Nicolas parla de viande froide, mais il n’y avait pas de viande froide ; d’œufs sur le plat, mais il n’y avait pas d’œufs ; de côtelettes de mouton, mais il n’y avait pas une côtelette de mouton à une lieue à la ronde. Ce n’est pas comme la semaine dernière, où ils avaient tant de côtelettes de mouton, qu’ils n’en savaient que faire ; mais, par exemple, après-demain ils allaient en avoir en quantité.

« En ce cas, dit Nicolas, ce que j’ai de mieux à faire, c’est de m’en rapporter entièrement à vous, comme je voulais le faire tout de suite, si vous ne m’en aviez pas empêché.

— Écoutez, voulez-vous que je vous dise ? reprit l’aubergiste. Il y a là, dans le parloir, un monsieur qui a commandé un pudding au filet de bœuf avec des pommes de terre, pour neuf heures. Il y en a plus qu’il n’en a besoin, et je suis presque sûr que, si vous lui en demandiez la permission, vous pourriez souper avec lui. Je vais m’en assurer tout de suite.

— Non, non, dit Nicolas l’arrêtant. J’aime mieux pas. Je… au moins… baste ! Pourquoi ne vous parlerais-je pas franchement ? Tenez ! vous voyez bien que je suis un voyageur de la plus humble catégorie et que j’ai fait tout le chemin à pied pour venir ici ; il est donc plus que probable que le monsieur aimerait autant se priver de ma compagnie, et, tout poudreux que vous me voyez, je n’en ai pas moins l’âme trop fière pour me jeter à sa tête.
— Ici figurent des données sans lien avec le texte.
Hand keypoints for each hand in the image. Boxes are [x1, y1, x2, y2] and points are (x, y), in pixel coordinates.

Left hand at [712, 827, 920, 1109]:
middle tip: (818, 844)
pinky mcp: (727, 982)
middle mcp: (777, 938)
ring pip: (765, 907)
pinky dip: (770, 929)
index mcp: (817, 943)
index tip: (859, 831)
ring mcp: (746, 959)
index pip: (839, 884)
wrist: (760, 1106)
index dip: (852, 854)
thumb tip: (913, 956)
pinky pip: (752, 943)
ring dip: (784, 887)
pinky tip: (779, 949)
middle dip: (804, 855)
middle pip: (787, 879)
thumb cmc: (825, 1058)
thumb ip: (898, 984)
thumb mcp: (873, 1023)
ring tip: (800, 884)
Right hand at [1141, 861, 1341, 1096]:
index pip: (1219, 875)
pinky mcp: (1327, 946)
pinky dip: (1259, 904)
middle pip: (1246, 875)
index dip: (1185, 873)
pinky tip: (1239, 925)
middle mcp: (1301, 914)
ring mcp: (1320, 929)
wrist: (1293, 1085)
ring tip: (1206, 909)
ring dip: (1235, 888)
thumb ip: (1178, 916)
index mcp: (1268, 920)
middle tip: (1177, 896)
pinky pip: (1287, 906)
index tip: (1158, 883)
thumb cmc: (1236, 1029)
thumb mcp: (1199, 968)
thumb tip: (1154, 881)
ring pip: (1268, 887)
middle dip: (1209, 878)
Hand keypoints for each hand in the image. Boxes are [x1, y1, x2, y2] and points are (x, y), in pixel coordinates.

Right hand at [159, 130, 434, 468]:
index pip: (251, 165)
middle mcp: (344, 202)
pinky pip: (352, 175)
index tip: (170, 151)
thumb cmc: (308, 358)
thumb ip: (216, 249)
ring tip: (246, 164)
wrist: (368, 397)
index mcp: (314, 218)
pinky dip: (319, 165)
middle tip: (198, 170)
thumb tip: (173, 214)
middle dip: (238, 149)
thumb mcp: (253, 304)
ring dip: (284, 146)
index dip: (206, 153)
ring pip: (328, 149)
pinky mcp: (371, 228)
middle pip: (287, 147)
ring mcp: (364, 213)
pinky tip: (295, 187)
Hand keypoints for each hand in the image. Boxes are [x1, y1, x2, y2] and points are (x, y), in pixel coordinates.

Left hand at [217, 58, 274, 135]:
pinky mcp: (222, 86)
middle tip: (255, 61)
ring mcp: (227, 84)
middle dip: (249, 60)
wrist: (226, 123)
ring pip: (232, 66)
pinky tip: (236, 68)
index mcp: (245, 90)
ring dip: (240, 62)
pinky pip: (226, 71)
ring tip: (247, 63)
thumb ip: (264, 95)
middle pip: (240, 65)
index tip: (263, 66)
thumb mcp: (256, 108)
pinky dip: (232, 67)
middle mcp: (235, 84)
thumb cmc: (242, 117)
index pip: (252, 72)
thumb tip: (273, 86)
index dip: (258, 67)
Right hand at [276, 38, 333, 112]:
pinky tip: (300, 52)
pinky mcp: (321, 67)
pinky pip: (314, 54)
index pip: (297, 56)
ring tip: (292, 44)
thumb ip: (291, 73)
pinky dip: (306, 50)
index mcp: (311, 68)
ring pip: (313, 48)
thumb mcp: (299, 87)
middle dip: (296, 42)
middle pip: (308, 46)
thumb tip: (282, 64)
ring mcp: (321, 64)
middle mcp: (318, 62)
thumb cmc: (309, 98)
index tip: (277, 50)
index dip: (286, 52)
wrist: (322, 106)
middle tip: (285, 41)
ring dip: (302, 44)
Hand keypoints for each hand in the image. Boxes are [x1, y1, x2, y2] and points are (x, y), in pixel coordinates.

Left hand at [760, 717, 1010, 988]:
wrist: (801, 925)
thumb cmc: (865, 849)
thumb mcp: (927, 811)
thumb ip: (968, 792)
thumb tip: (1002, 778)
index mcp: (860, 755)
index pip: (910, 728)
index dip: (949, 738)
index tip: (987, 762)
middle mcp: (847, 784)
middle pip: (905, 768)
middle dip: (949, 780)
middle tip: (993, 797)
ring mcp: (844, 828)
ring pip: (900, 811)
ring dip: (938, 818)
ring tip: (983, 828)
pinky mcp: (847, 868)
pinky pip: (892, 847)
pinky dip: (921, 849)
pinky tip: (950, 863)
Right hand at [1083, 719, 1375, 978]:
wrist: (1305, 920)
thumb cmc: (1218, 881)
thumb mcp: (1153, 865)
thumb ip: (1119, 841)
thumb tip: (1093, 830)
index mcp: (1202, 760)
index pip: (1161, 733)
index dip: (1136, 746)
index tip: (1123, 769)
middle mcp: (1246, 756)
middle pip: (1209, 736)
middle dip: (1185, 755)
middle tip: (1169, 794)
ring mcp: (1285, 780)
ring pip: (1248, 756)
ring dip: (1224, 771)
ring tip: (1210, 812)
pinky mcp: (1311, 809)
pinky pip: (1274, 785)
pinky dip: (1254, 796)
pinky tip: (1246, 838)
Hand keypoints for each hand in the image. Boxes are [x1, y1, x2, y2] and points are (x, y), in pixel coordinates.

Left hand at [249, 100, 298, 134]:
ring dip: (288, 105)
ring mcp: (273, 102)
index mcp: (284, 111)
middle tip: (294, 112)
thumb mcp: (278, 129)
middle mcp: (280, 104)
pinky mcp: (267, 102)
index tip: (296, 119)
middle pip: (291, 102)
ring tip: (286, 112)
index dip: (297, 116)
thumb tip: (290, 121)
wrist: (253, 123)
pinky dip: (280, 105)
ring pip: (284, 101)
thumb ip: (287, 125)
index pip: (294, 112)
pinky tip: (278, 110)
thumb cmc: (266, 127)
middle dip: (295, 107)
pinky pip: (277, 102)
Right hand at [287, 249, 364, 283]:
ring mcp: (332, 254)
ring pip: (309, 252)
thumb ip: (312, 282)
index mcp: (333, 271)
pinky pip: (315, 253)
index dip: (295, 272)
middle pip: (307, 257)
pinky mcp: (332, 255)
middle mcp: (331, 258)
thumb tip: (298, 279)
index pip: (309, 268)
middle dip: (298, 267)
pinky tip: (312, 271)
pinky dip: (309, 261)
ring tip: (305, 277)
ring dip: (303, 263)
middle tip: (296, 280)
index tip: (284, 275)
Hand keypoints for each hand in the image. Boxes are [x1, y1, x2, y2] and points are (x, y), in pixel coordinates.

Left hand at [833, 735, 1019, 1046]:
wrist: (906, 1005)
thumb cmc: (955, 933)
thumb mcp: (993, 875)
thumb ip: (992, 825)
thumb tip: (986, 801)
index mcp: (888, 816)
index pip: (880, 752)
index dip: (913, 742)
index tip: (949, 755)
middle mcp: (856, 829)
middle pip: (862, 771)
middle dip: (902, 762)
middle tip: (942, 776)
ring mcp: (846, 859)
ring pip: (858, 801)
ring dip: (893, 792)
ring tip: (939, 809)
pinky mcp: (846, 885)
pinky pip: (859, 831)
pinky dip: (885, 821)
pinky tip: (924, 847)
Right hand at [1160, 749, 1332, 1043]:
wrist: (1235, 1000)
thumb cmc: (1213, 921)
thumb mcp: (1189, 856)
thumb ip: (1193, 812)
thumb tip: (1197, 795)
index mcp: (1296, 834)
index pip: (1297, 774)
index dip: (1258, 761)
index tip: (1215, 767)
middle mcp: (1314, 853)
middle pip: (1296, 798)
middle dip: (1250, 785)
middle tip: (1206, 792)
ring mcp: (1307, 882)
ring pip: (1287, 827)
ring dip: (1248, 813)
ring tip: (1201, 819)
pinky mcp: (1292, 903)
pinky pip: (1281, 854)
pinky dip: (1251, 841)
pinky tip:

— Mais, mon cher monsieur, vous ne savez pas que c’est seulement M. Crummles. Je vous réponds que celui-là n’est pas formaliste.

— Non ? dit Nicolas, qui n’était pas, il faut être franc, insensible au souvenir du pudding succulent, dont l’eau lui venait à la bouche.

— Certainement, répliqua l’aubergiste. Bien au contraire, je suis sûr qu’il aimera votre franchise. Mais nous allons en avoir bientôt le cœur net. Je ne vous demande qu’une minute. »

L’aubergiste se hâta donc d’entrer dans le parloir sans attendre l’autorisation de Nicolas, qui vraiment ne fit aucun effort pour l’en empêcher, considérant sagement que, dans la circonstance, un souper de plus ou de moins n’était pas pour badiner. L’aubergiste reparut en un moment avec une physionomie conquérante.